Give Yourself a Chance at Forgiveness
Dear Collective,
As we hit late December, everyone starts looking toward 2026 with a script in their head. We’ve all done it: "This is the year I finally lose the weight," "This is the year I quit drinking," or "This is the year I finally get my life together." We set these massive, rigid resolutions, and we go into them with the expectation of perfection.
But here is the reality of being human: You are going to make mistakes.
Most people treat a resolution like a glass vase, once there is a single crack in it, they think the whole thing is ruined, so they smash it on the floor and quit.
I’ll eat better this year, and a sleeve of Oreos later, screw it. All is lost!
They realize the goal is harder than they thought, or they have one bad night, and the frustration takes over. Instead of adjusting, they give up.
There’s a study about two pottery classes that illustrates why this "perfection or bust" mindset fails us. In the first class, students were told their entire grade depended on producing one single, perfect piece of pottery at the end of the semester. In the second class, students were graded purely on volume; the more pots they made, the better their grade.
By the end of the term, a curious thing happened: the highest quality work didn't come from the "perfection" class. It came from the "volume" class. Because they were churning out pot after pot, they were constantly failing, learning, and starting over. They didn't have time to obsess over a single mistake; they just threw the next piece of clay on the wheel and tried again. By forgiving their early, messy work and focusing on the sheer volume of attempts, they actually became masters.
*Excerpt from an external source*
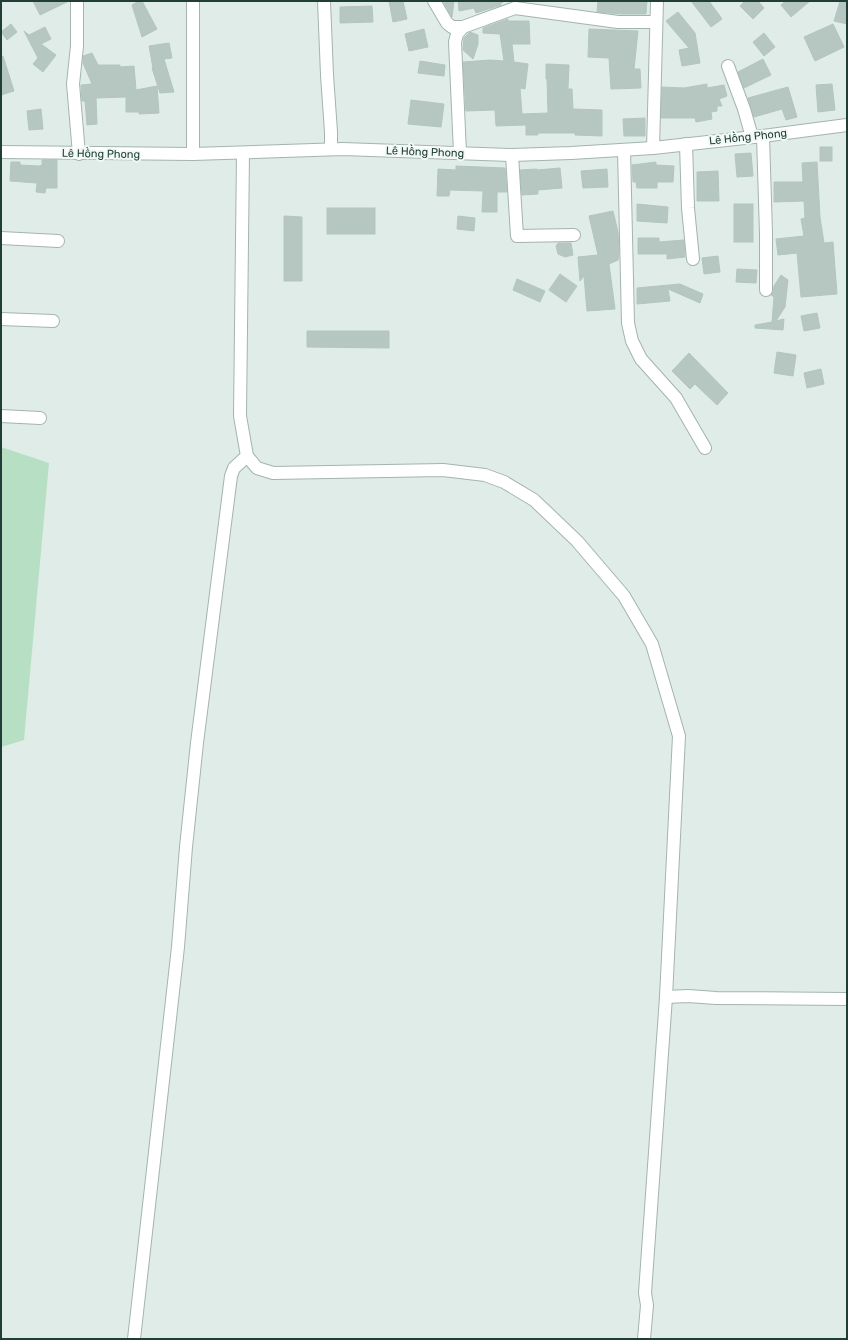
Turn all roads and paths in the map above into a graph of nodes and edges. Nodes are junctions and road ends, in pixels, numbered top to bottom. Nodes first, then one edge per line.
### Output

Offer yourself a chance at forgiveness when things aren't perfect.
Forgiveness isn't about making excuses or being lazy. It’s about giving yourself the space to start over without the weight of shame holding you back. If you’re test-driving a new habit and you fail, that doesn't mean the journey is over. It just means you’re human. You have to be able to look at a mistake, recognize it’s harder than you expected, and say, "Okay, I messed up. I’m starting again right now."
I know this from my own journey. Staying sober for a year wasn't a perfectly straight line of easy days. It required a lot of moments where I had to be patient with my own brain and my own anxieties. If I had beaten myself up for every craving or every bad day, I never would have made it this far. The stresses, the old routines stood in the way and when it was hardest when my willpower was it’s lowest.
As we move into this new year and you set those big goals for yourself, remember that growth is messy. A masterpiece is a mess someone didn't give up on, but you can’t keep working on that masterpiece if you’re too busy punishing yourself for the mess. Like those students in the pottery class, your goal shouldn't be a perfect first attempt. It should be the willingness to keep throwing clay on the wheel.
Give yourself the space to be imperfect. Forgive the stumble, narrow your scope back down to the next small step, and just keep moving. That is how you actually grow.